Julia Affonso
O Estado de São Paulo
MPF afirma que carros e caminhões estão parados há mais de um ano em um pátio em Santos (SP); Correios alegam que veículos aguardam alienação
O Ministério Público Federal em Santos (SP) recomendou à direção regional dos Correios em São Paulo que tome providências em relação a 263 veículos da empresa abandonados em um terreno no bairro da Vila Matias, naquela cidade da Baixada Santista. A Procuradoria afirma que a situação foi constatada há quase um ano e meio, mas até o momento os Correios não adotaram nenhuma medida.
Em julho de 2013, o MPF recebeu uma denúncia cadastrada no DIGI-Denúncia, sistema eletrônico em que são informadas irregularidades. Menos de um ano depois, em abril de 2014, o procurador da República Thiago Lacerda Nobre solicitou dados e cobrou providências dos Correios. No entanto, em vistoria realizada no início do mês passado, verificou-se que os veículos continuavam no local, a céu aberto, segundo a Procuradoria.
Imagem do terreno dos Correios, em dezembro de 2013.
Imagens da ferramenta Google Street View mostram o terreno ainda sem os veículos, em maio de 2011. O local parece abandonado e, do lado de fora, há apenas uma placa com o símbolo dos Correios no muro. Em outra imagem, de dezembro de 2013, é possível ver caminhões pintados de amarelo abandonados no local. A placa com o emblema da empresa já não aparece mais no muro do terreno.

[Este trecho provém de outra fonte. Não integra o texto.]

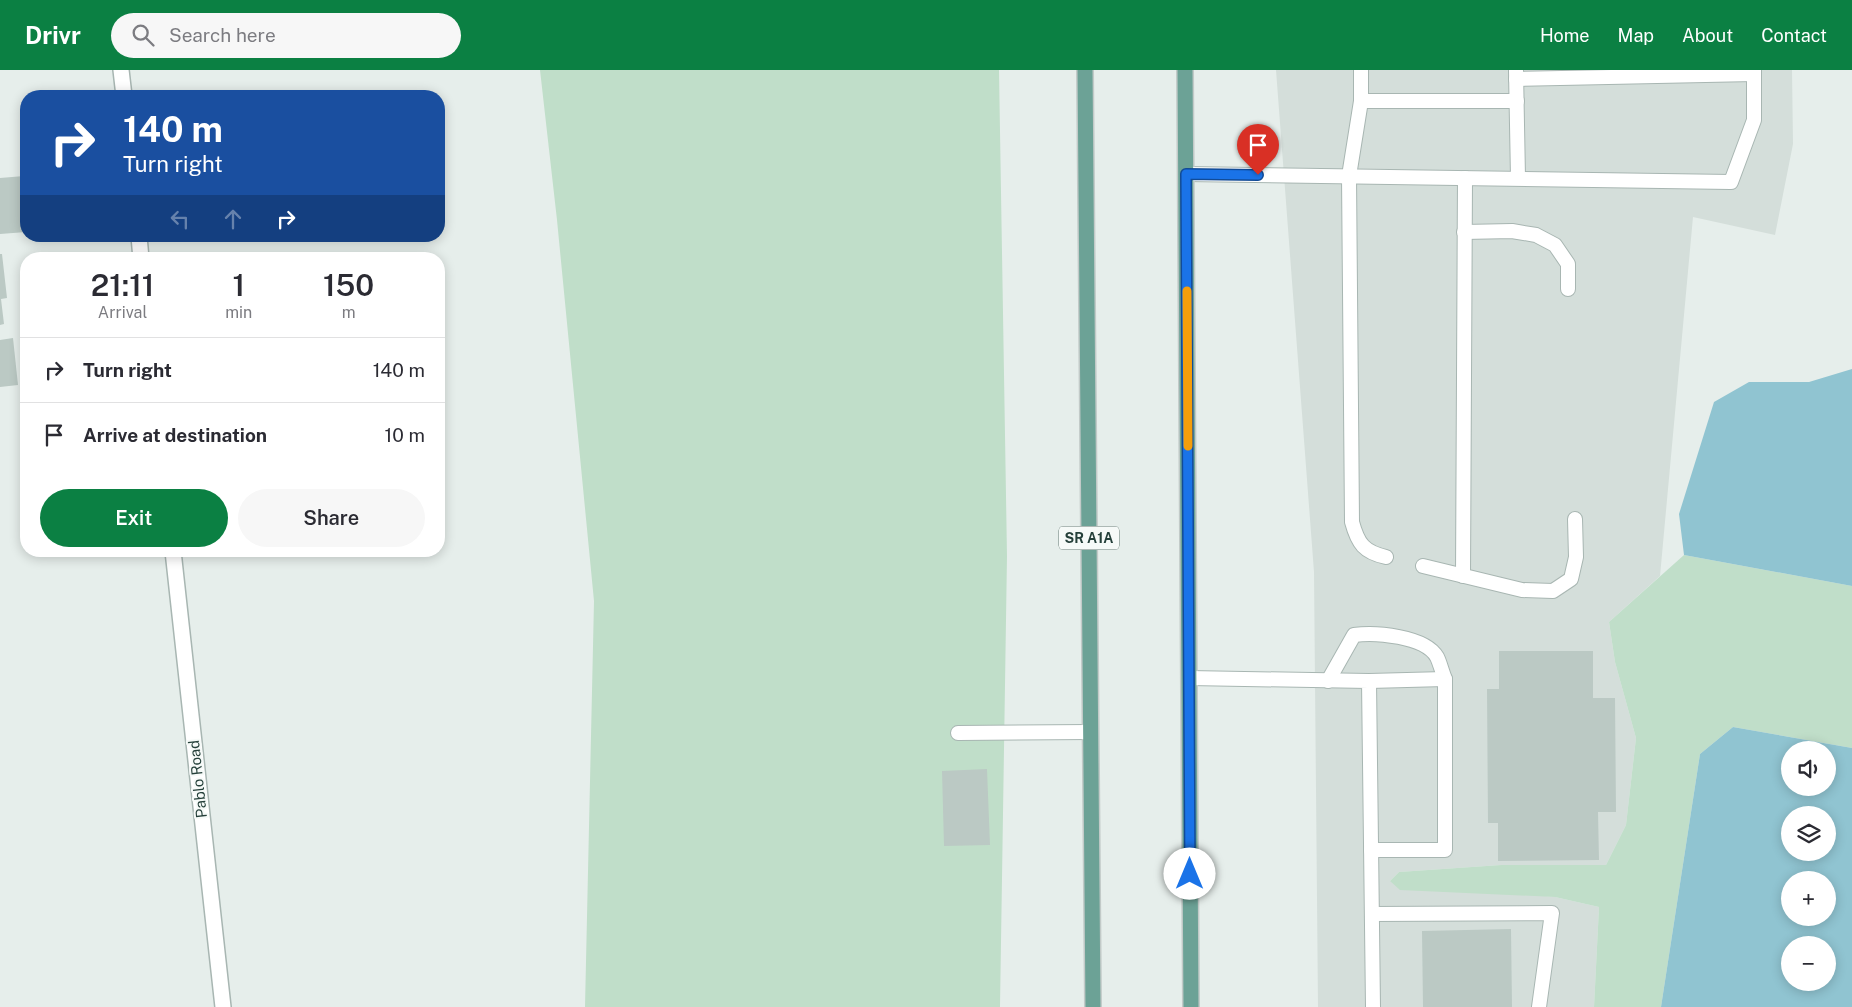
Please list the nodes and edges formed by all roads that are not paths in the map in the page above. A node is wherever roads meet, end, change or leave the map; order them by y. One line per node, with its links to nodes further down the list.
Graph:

A Procuradoria quer que os Correios promovam, em até 30 dias, a partir do recebimento da recomendação, a guarda dos veículos em condições que os protejam da deterioração. A empresa deverá também eliminar rapidamente eventuais focos de mosquitos e adotar, em até 60 dias, medidas para a alienação dos carros que não sejam mais de interesse para suas atividades. Aqueles que ainda forem úteis deverão passar por conserto e ser transferidos para as unidades da companhia onde serão utilizados.
“O desrespeito com o patrimônio da sociedade é evidente, deixando-se quase três centenas de veículos ao relento, sem qualquer cuidado e em franco processo de desvalorização diária”, escreveu Thiago Lacerda Nobre na recomendação. Ele frisa ainda que os carros podem oferecer riscos à saúde pública, uma vez que se tornaram potenciais criadouros do mosquito Aedes aegypti, transmissor da dengue.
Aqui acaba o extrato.